[PROVIDED DATA — start]

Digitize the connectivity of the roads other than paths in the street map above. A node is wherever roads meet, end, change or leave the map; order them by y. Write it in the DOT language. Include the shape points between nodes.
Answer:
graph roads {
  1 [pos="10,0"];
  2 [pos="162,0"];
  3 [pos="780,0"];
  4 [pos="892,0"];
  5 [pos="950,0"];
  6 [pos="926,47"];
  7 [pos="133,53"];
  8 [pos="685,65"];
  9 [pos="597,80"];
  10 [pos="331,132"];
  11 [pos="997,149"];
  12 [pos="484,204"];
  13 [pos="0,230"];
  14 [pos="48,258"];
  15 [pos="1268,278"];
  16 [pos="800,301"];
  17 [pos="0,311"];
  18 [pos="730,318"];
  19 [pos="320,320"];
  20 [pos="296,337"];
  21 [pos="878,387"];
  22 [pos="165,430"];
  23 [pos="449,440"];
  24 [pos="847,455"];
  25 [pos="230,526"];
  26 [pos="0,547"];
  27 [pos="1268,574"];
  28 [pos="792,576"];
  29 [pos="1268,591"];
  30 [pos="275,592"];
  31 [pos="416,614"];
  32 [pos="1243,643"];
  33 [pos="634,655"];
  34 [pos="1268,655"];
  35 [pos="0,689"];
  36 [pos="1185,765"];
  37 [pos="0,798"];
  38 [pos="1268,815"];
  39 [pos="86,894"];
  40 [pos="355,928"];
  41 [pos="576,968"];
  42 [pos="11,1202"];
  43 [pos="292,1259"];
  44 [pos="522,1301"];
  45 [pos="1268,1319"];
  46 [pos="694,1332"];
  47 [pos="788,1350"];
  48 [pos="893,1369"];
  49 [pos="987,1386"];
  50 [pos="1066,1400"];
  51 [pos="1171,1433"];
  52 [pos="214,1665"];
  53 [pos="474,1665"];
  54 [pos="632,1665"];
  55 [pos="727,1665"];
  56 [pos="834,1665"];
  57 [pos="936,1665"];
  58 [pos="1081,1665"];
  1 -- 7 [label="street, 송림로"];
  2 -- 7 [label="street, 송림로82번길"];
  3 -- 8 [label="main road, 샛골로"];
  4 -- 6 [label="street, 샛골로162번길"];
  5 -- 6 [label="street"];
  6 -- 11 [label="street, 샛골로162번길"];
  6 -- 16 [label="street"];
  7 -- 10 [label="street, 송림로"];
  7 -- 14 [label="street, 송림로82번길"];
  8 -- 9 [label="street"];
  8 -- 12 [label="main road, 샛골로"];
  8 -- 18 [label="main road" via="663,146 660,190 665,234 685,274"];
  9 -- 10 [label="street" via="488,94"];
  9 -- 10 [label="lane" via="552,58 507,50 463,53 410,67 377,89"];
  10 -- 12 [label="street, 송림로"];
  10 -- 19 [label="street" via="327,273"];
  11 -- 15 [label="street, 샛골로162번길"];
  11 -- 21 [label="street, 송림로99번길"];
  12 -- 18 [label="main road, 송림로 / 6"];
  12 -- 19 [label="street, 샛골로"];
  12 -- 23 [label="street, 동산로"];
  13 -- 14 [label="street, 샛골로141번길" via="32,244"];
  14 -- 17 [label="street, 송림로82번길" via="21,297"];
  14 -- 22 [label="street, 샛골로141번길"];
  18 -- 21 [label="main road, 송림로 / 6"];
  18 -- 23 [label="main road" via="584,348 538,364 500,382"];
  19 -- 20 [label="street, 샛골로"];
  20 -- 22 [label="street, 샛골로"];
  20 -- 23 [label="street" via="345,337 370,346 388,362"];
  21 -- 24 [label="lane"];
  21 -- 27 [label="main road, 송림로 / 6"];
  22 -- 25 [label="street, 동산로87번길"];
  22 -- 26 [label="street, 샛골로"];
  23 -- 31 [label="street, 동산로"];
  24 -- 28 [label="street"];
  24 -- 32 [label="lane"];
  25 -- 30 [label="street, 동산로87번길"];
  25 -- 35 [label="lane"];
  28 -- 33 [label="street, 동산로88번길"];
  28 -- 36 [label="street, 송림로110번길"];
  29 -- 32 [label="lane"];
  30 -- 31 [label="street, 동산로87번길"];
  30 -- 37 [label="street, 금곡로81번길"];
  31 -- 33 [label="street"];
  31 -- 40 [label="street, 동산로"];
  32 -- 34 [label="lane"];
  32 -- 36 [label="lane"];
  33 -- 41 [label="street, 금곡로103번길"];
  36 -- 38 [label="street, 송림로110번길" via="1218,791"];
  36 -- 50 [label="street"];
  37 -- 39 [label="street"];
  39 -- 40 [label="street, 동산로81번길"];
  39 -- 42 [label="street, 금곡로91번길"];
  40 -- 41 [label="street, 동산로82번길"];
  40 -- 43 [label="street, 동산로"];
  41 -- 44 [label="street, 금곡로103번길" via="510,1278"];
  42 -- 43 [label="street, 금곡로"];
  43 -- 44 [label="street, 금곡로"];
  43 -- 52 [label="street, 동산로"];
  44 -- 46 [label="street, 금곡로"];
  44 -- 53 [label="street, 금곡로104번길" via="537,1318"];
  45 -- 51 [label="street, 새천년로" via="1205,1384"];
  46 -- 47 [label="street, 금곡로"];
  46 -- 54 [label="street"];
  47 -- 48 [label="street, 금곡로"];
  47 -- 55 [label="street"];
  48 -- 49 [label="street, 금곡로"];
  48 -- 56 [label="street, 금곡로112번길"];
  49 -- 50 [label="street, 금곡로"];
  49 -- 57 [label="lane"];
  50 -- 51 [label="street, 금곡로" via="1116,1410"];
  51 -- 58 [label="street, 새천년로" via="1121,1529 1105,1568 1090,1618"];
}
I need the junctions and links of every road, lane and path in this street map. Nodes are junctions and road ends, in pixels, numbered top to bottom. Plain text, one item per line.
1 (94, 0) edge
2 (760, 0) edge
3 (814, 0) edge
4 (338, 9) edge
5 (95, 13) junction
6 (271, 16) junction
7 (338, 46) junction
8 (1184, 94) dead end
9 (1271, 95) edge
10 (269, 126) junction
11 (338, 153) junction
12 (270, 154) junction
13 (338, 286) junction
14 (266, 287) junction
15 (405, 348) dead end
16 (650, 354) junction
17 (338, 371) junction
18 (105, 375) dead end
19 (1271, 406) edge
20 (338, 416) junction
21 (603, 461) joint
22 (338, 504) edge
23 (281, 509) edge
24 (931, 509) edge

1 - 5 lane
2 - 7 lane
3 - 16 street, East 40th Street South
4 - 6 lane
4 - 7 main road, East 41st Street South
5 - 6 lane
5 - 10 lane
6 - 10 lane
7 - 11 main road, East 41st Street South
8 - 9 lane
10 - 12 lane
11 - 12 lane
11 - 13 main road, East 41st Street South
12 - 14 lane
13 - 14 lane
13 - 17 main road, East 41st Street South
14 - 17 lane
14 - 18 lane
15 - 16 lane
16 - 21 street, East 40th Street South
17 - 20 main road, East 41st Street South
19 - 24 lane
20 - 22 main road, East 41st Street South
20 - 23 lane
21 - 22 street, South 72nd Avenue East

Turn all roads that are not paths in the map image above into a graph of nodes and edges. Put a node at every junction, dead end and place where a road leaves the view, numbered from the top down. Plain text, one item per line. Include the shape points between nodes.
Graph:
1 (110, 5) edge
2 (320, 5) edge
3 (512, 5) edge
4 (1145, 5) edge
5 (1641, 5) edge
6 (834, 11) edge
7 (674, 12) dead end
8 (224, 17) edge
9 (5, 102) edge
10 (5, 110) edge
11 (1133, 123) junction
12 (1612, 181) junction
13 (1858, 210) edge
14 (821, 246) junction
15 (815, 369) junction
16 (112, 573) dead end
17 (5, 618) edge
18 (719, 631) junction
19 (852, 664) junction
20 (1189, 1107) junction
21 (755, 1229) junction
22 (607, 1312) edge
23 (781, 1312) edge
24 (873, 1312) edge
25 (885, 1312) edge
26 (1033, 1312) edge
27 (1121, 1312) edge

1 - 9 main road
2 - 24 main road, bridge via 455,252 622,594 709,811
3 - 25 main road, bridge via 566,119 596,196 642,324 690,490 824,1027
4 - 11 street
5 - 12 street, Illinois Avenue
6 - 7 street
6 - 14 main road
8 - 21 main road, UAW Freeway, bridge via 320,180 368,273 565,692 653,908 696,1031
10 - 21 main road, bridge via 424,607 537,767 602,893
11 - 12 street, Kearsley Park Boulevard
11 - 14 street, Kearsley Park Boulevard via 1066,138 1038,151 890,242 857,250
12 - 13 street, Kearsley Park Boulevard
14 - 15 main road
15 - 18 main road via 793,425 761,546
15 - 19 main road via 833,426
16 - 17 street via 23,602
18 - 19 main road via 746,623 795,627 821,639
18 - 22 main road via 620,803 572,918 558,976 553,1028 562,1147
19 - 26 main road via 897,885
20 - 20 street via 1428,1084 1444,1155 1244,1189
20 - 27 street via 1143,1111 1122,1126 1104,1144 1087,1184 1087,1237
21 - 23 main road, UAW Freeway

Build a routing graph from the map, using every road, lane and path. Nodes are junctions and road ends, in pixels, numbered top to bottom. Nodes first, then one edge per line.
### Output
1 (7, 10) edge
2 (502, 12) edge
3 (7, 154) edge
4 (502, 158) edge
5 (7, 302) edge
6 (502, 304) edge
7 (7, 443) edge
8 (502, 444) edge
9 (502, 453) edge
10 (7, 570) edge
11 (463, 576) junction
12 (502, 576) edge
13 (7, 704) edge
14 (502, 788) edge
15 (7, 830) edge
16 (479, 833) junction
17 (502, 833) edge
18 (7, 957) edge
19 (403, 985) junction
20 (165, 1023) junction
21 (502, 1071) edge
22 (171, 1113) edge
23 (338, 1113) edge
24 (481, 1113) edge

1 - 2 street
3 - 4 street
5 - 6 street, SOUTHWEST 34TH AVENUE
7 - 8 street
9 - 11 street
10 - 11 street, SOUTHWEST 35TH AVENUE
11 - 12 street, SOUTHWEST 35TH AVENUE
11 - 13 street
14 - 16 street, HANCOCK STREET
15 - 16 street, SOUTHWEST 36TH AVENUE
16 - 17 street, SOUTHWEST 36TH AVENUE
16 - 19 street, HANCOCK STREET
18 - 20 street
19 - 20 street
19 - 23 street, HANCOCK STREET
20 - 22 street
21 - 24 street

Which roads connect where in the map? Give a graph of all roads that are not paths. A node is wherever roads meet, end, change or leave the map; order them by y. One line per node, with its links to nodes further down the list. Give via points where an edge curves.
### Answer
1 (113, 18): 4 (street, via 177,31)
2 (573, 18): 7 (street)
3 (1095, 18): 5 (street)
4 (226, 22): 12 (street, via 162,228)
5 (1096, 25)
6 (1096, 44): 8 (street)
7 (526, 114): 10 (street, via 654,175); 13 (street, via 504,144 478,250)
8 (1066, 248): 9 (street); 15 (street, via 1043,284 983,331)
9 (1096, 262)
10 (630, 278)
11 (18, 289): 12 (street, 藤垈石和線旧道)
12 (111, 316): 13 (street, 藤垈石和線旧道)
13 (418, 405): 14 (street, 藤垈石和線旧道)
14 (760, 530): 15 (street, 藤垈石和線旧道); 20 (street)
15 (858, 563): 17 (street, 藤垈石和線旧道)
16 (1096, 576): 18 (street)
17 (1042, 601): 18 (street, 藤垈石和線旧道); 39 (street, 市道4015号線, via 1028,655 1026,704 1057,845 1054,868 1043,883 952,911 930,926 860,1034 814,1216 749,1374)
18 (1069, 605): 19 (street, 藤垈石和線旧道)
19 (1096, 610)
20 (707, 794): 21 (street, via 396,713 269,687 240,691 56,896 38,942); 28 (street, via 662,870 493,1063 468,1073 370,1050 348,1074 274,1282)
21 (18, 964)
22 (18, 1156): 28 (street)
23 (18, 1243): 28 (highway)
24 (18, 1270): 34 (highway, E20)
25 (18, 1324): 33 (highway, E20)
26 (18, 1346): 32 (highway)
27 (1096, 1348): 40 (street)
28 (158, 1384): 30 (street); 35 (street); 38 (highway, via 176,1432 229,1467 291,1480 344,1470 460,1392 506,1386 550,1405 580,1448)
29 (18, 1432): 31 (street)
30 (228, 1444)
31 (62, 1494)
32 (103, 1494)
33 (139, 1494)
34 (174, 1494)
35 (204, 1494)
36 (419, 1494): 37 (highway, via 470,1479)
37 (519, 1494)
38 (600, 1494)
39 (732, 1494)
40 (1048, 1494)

[PROVIDED DATA — finish]

> [TASK OBJECTIVE]:
In the entries above, find each line that has the word "them". Copy it.

> [RESULT OF THIS EXERCISE]:
Digitize the connectivity of the roads other than paths in the street map above. A node is wherever roads meet, end, change or leave the map; order them by y. Write it in the DOT language. Include the shape points between nodes.
Which roads connect where in the map? Give a graph of all roads that are not paths. A node is wherever roads meet, end, change or leave the map; order them by y. One line per node, with its links to nodes further down the list. Give via points where an edge curves.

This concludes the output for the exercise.